Phase 0: Contract stabilization

  • Add parity checker and fail CI on drift.
  • Resolve existing mismatches.

Phase 1: CLI core

  • Ship profile/auth client + core command groups (auth/agents/tasks/sessions/connect).

Phase 2: CLI expansion

  • tokens/skills/cron/events/raw + transcript ergonomics.

Phase 3: TUI

  • Live dashboard + action shortcuts.

Phase 4: Hardening

  • durable spawn history
  • auth warnings and safeguards
  • scalable rate-limit backend abstraction

11) Risks and mitigations

Risk: Large API surface causes long-tail parity gaps. Mitigation: enforce parity checker + allowlist for temporary exceptions.

Risk: Auth complexity across cookie/key/proxy modes. Mitigation: profile abstraction + explicit mode selection and diagnostics.

Risk: CLI churn if endpoint contracts continue changing. Mitigation: typed response normalizers + compatibility layer + semver release notes.

12) Acceptance criteria

  • PRD approved by maintainers.
  • CLI provides end-to-end control for core workflows.
  • Contract parity CI gate active and green.
  • TUI displays operational state and triggers key actions.
  • Security and reliability hardening changes documented and tested.

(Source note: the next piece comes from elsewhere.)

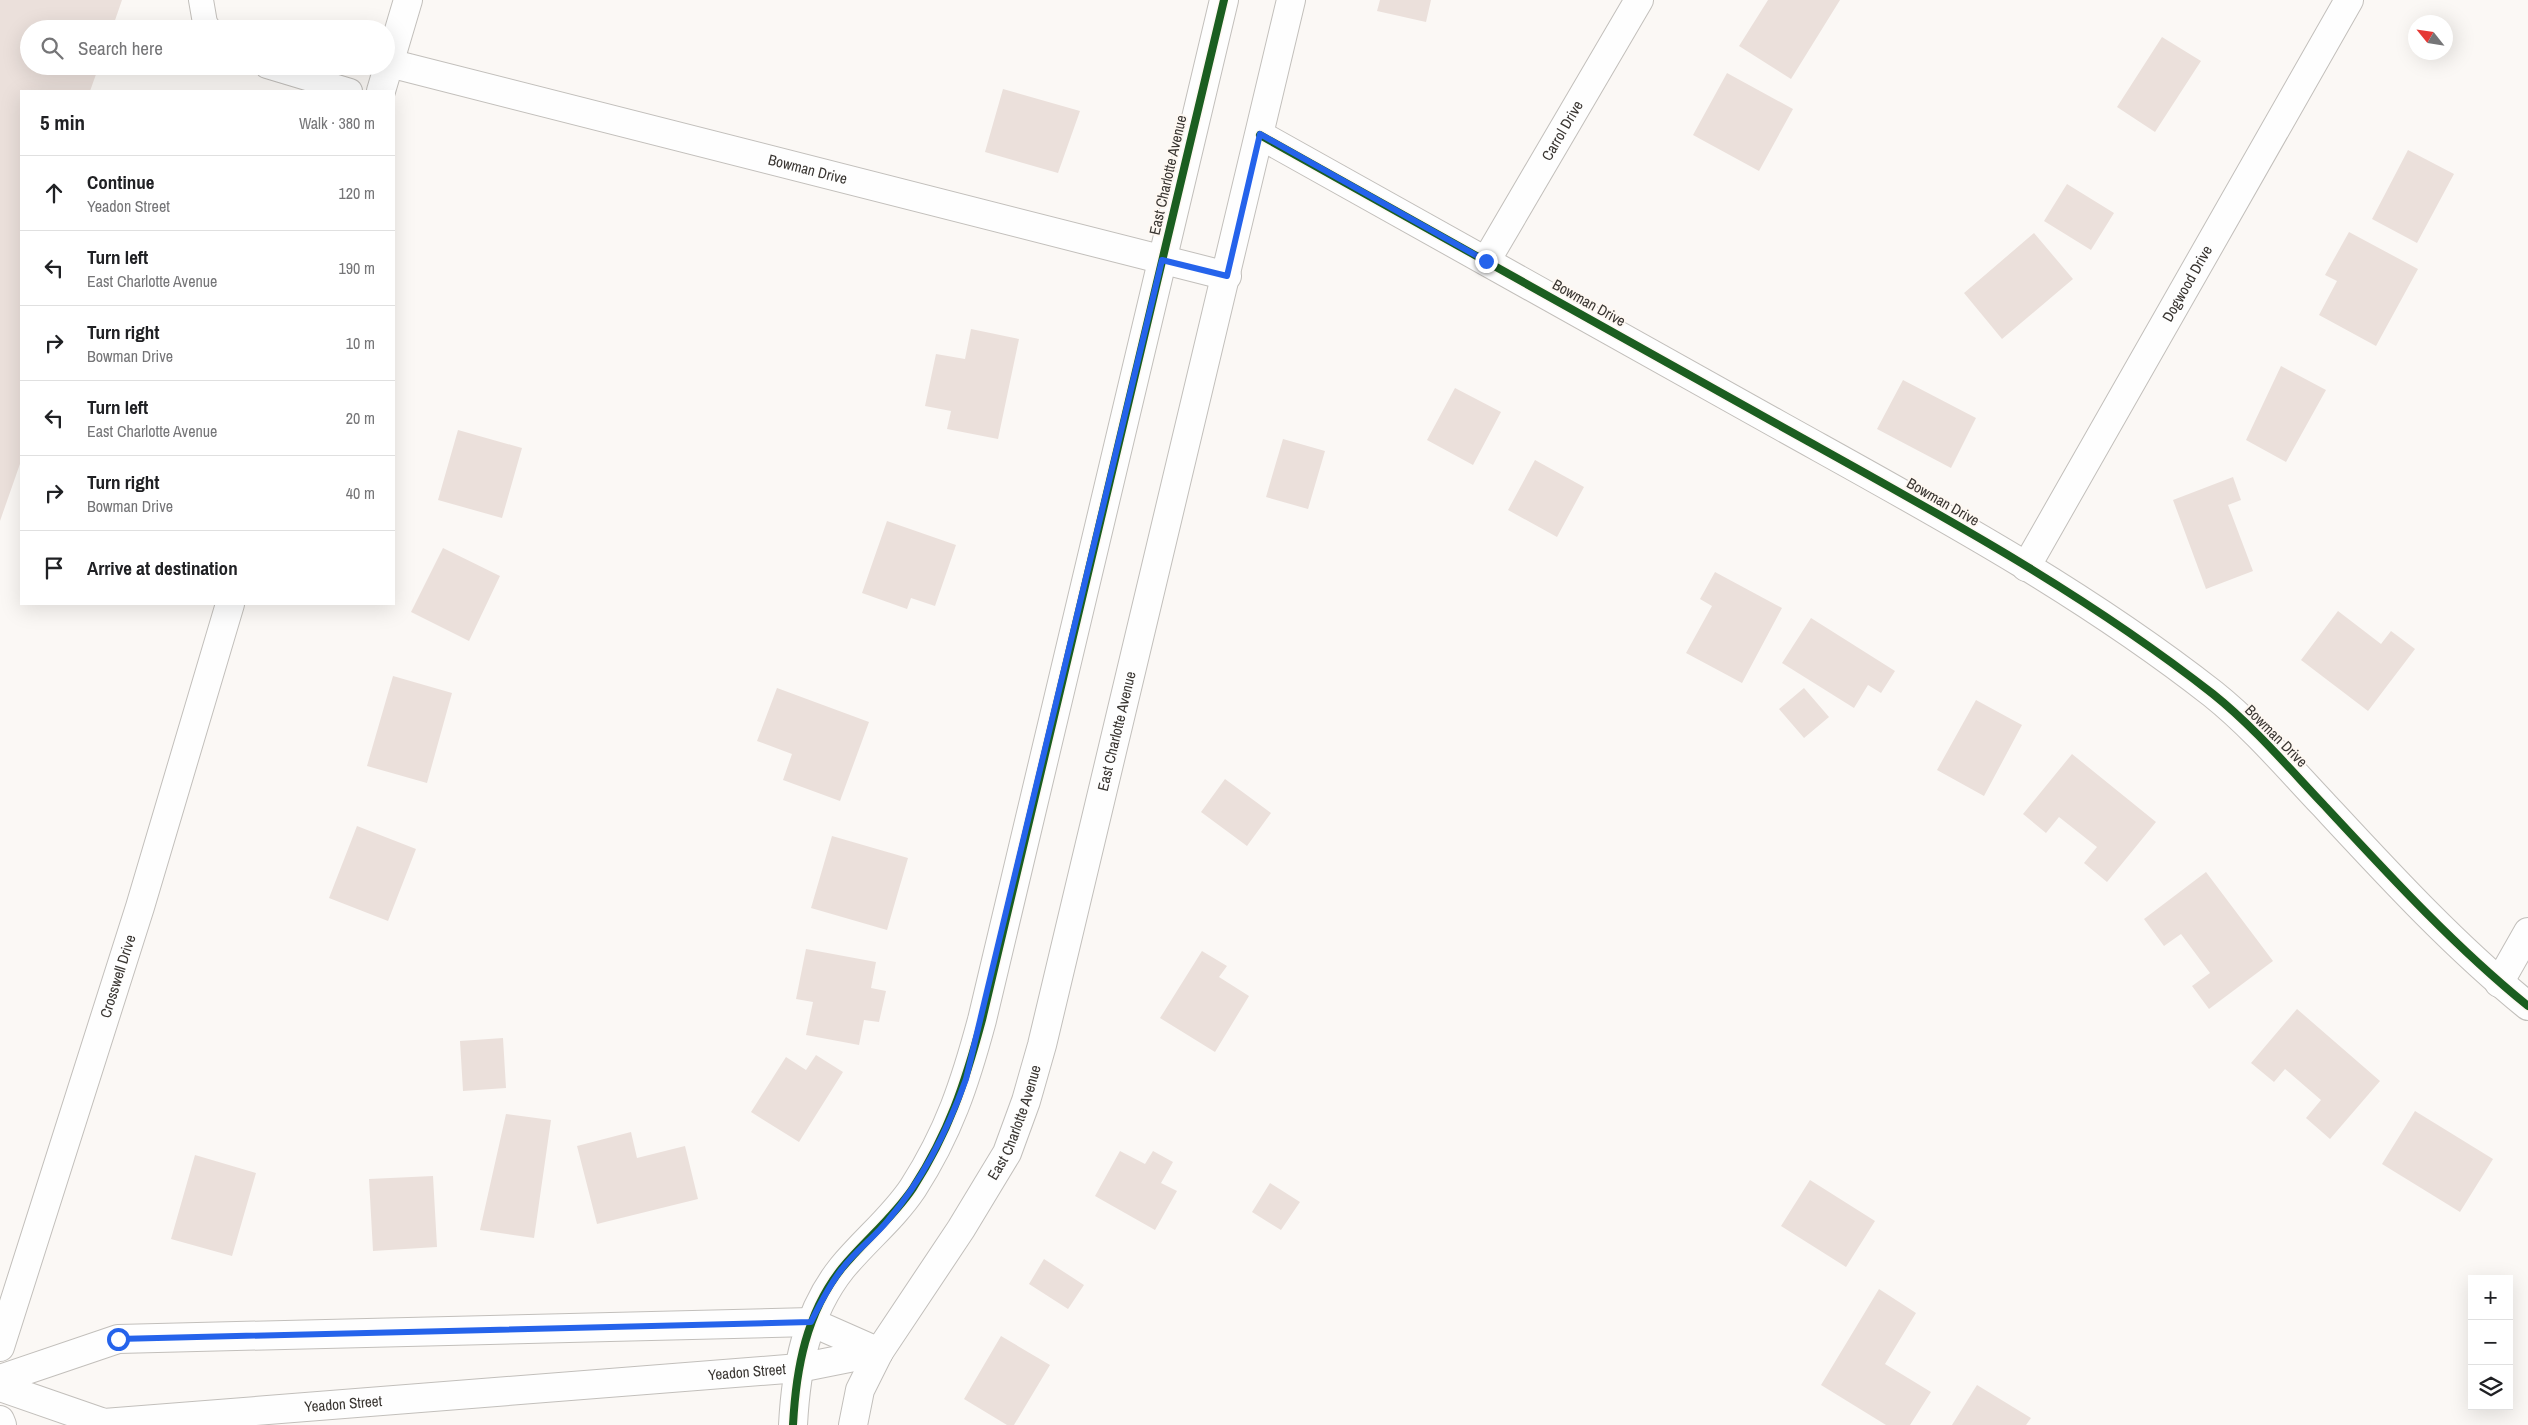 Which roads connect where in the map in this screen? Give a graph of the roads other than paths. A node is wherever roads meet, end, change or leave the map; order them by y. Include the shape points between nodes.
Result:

13) Immediate implementation tasks (next 1-2 PRs)

PR 1

  1. Add API parity checker script and CI command.
  2. Add first-party CLI scaffold with command routing and normalized request layer.
  3. Add docs for CLI profiles/auth/output contract.

PR 2

  1. Implement full command matrix.
  2. Add TUI dashboard shell.
  3. Add CLI integration tests.
  4. Introduce durable spawn history model and endpoint alignment.